• **The task**: Look over the material below and count the lines that include "paths". Give only the total.

• **Excerpted records**:
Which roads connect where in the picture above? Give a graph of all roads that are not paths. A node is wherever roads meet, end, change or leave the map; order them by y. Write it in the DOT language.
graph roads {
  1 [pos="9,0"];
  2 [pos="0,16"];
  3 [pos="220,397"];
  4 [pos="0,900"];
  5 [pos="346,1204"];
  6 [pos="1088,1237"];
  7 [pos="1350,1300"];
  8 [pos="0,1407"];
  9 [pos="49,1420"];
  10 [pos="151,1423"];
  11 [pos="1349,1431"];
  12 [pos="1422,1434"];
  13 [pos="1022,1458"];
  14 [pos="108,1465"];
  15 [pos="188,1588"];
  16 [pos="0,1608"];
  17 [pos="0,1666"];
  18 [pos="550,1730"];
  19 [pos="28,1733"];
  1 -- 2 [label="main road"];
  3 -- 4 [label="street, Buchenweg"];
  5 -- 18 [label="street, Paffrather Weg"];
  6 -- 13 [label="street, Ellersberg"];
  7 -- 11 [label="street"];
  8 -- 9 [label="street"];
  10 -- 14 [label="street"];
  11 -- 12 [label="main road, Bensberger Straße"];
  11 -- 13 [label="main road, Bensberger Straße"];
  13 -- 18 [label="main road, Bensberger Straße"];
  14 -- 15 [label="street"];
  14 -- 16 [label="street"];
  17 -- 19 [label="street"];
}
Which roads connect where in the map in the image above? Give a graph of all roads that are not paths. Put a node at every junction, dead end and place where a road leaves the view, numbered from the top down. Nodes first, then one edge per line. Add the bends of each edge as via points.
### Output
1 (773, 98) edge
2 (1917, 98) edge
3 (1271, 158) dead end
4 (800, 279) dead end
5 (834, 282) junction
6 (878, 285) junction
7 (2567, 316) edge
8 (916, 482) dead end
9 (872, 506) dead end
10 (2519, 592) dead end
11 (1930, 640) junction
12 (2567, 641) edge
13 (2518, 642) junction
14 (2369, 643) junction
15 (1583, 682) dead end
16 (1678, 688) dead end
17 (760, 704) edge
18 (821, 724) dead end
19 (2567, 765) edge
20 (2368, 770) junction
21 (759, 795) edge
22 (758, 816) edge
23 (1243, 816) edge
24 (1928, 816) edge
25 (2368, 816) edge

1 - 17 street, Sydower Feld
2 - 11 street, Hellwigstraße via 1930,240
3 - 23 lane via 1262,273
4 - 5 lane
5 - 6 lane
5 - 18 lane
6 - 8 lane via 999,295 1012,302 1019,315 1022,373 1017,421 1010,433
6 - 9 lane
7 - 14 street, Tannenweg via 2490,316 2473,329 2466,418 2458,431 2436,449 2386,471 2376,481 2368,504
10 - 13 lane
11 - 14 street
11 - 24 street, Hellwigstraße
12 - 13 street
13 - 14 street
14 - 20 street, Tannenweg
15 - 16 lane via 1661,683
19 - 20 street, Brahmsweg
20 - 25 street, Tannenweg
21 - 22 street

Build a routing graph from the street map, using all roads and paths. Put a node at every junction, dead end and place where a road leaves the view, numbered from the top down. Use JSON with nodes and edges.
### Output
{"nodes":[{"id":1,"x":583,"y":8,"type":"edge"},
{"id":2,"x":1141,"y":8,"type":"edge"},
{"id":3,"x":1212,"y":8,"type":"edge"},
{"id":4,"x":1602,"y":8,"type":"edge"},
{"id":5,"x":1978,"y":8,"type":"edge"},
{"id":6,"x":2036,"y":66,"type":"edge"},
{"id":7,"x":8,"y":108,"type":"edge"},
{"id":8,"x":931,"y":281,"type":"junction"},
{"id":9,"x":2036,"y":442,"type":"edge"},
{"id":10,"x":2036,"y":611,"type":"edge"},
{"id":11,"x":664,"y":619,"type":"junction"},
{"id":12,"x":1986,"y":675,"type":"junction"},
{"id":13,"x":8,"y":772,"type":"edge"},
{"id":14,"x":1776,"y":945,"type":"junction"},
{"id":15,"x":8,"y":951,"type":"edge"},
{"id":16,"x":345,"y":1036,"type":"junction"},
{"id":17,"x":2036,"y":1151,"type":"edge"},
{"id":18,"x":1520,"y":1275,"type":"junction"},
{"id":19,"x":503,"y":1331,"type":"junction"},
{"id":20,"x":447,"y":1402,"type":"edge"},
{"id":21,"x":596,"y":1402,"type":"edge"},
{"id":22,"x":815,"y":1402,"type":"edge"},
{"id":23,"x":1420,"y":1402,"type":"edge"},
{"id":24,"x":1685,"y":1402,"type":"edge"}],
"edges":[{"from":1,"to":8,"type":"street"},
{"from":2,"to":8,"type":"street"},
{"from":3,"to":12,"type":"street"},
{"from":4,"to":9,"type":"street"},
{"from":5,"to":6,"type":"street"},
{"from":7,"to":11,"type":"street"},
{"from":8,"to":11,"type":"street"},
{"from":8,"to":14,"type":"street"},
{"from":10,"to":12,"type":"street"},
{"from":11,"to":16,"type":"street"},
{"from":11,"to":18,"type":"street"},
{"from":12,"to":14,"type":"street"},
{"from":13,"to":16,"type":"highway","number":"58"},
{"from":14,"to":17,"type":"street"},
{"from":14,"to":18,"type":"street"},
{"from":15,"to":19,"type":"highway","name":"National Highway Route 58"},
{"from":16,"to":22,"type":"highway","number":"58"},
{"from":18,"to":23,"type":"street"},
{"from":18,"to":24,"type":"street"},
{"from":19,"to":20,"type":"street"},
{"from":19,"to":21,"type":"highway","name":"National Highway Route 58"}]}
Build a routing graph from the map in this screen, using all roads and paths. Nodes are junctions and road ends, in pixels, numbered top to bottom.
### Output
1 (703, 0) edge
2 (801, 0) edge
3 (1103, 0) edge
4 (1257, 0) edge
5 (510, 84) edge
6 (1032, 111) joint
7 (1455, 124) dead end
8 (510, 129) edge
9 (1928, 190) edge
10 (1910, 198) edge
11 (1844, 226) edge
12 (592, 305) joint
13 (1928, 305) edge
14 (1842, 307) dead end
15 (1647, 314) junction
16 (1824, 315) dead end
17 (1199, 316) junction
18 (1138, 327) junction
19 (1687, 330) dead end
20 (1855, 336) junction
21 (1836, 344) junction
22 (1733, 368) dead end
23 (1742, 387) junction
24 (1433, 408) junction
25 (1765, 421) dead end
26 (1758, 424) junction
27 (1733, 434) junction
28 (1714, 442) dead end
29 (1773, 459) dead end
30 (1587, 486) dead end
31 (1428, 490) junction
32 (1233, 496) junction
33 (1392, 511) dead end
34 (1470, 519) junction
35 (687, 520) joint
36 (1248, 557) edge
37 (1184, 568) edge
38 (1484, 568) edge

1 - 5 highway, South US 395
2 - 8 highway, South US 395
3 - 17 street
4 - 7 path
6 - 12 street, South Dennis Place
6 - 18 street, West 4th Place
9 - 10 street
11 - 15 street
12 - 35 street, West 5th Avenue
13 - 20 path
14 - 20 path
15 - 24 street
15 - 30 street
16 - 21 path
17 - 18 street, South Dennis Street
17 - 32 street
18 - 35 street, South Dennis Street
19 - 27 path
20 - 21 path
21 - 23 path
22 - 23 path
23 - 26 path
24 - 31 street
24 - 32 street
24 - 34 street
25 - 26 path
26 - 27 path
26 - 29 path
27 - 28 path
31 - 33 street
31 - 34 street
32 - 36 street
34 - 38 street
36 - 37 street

• **Task response**: 4